NATIONAL PRIMARY IMMUNE DEFICIENCY DISEASES AWARENESS WEEK

Mr. DURBIN. Mr. President, I rise today to ask my colleagues to join me in recognizing the week of April 19 as National Primary Immune Deficiency Diseases Awareness Week. Primary immune deficiency diseases, PIDD, are genetic disorders in which part of the body's immune system is missing or does not function properly. The World Health Organization recognizes more than 150 primary immune diseases which affect as many as 50,000 people in the United States. Fortunately, 70 percent of PIDD patients are able to maintain their health through regular infusions of a plasma product known as intravenuous immunoglobulin, IGIV. IGIV helps bolster the immune system and provides critical protection against infection and disease.

I am familiar with primary immune deficiencies because of a family in my State, the Jones family, whose daughter, Emma, was born with common variable immune deficiency, CVID, and hypogammaglobulinenimea. Emma has no immune system and relies on IGIV infusions every month to keep her alive. Emma, 9 years old, is a patient at Duke University Medical Center, and is hoping to be a candidate for a stem cell transplant. Emma's mother, Jill, also has CVID and receives IGIV infusions. The Jones family has become active volunteers for the Immune Deficiency Foundation, to help other families facing PIDD in my home State of Illinois.

I would also like to tell you about another courageous family in my State, the Berryhills, who became foster parents to an infant that was finally diagnosed with severe combined immune deficiency, SCID, or bubble boy syndrome.
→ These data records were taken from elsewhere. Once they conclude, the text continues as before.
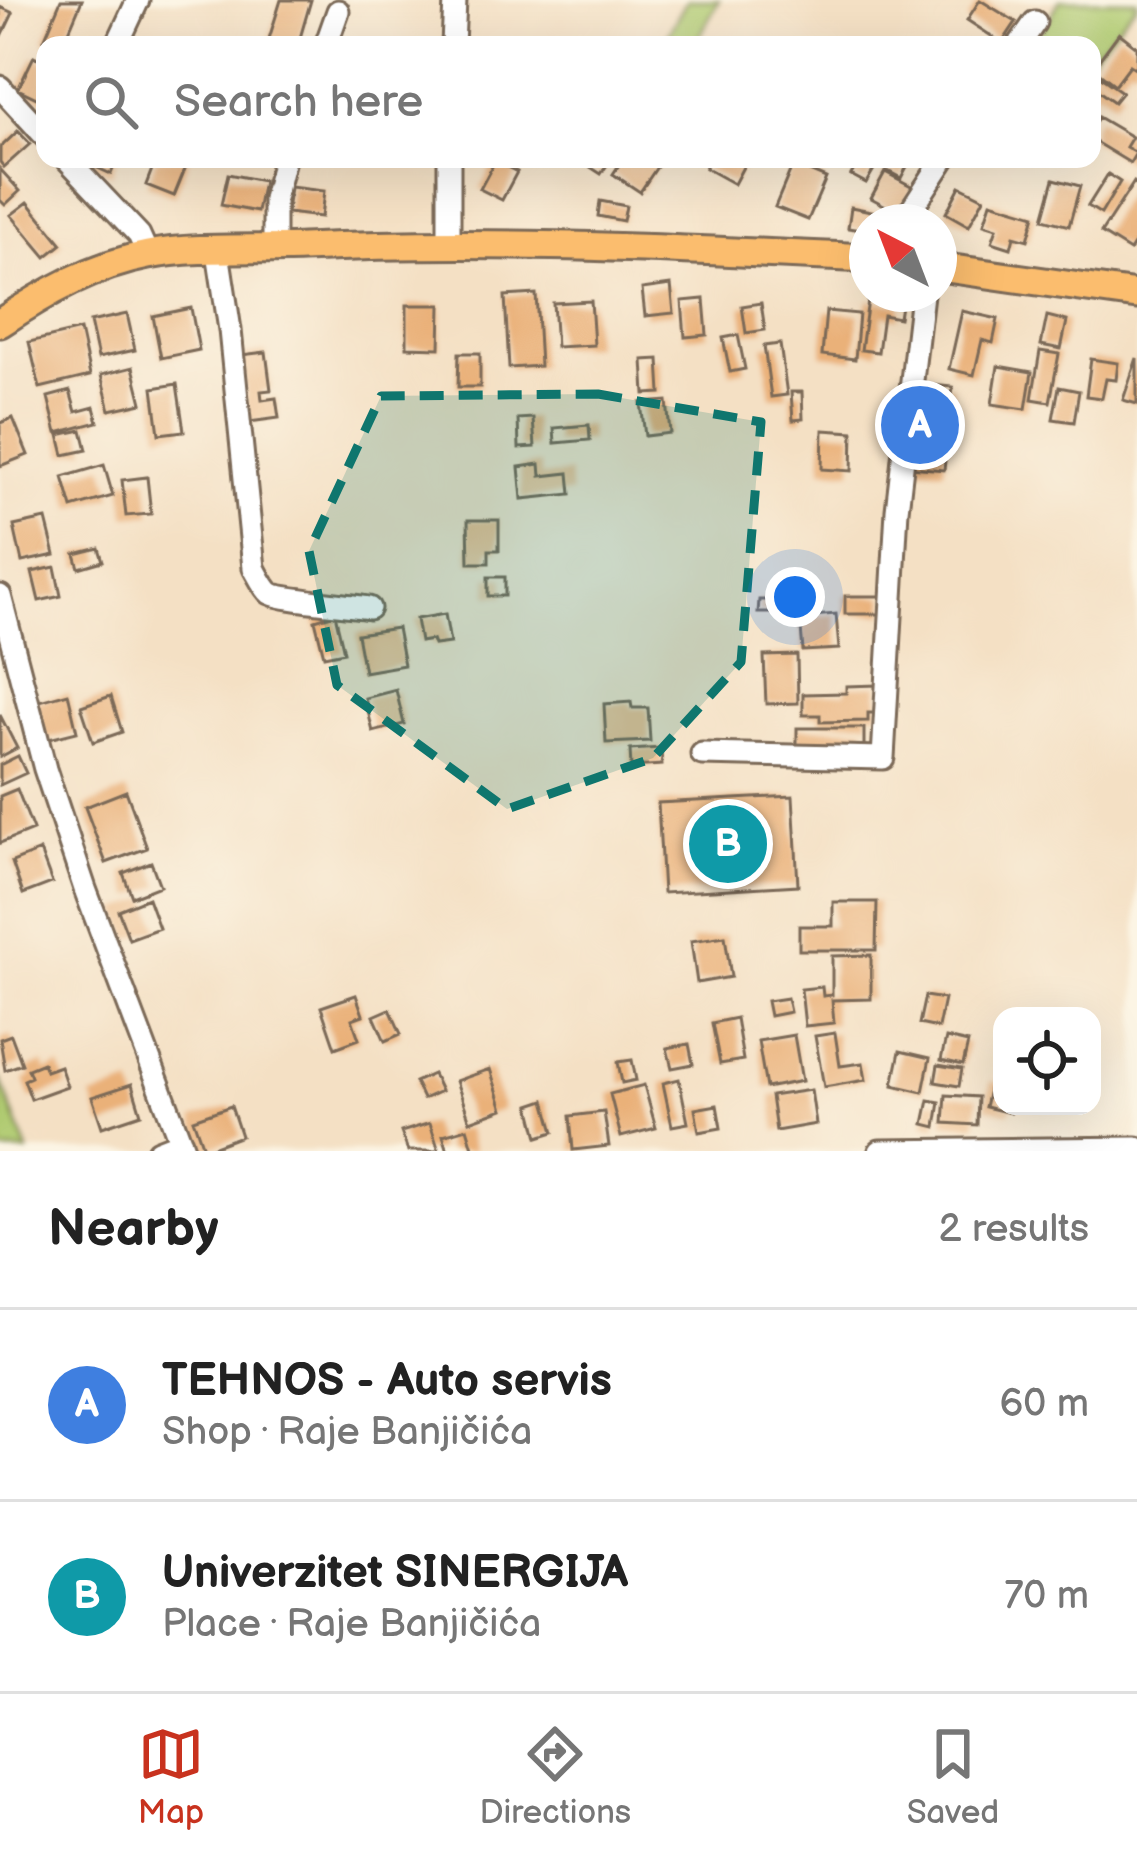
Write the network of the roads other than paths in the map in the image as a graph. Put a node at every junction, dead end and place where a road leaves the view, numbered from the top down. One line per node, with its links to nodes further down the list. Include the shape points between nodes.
1 (138, 0): 5 (street)
2 (455, 0): 7 (street)
3 (338, 11): 6 (street)
4 (1035, 22): 8 (street)
5 (121, 36)
6 (329, 36)
7 (454, 36)
8 (1025, 36)
9 (0, 88): 10 (street)
10 (36, 126)
11 (76, 168): 19 (street)
12 (282, 168): 17 (street)
13 (448, 168): 16 (street)
14 (938, 168): 15 (street)
15 (915, 204)
16 (449, 244): 17 (main road); 20 (main road)
17 (274, 250): 18 (main road)
18 (218, 252): 19 (main road); 26 (street, via 254,568 270,593 289,600)
19 (148, 255): 24 (main road, via 88,273)
20 (849, 257)
21 (957, 270): 22 (main road)
22 (1137, 295)
23 (920, 312): 28 (street, via 897,510 883,758)
24 (0, 322)
25 (0, 596): 27 (street)
26 (369, 608)
27 (10, 682): 29 (street)
28 (702, 754)
29 (182, 1147): 31 (street)
30 (1137, 1148): 32 (street)
31 (158, 1151)
32 (880, 1151)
Their son, who they want to adopt, would have died if Zina and Ray Berryhill did not persist in finding out why he was dying before their eyes. Their son was finally diagnosed with SCID, and the cure for him is a bone marrow transplant. Unfortunately, they have not been able to find a match, due to the shortage of African Americans on the Marrow Donor List. Zina Berryhill continues to hold bone marrow drives, and keeps her son isolated, except for his frequent trips to the hospital for his IGIV infusions. The Berryhill family has also become active volunteers for the Immune Deficiency Foundation.
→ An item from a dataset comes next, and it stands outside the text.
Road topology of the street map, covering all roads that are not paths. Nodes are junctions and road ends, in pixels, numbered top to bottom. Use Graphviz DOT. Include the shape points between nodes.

Despite the recent progress in PIDD research, the average length of time between the onset of symptoms in a patient and a definitive diagnosis of PIDD is 9.2 years. In the interim, those afflicted may suffer repeated and serious infections and possibly irreversible damage to internal organs. That is why it is critical that we raise awareness about these illnesses within the general public and the health care community.

I commend the Immune Deficiency Foundation for its leadership in this area and I am proud to join them in recognizing the week of April 19 as National Primary Immune Deficiency Diseases Awareness Week. I encourage my colleagues to work with us to help improve the quality of life for PIDD patients and their families.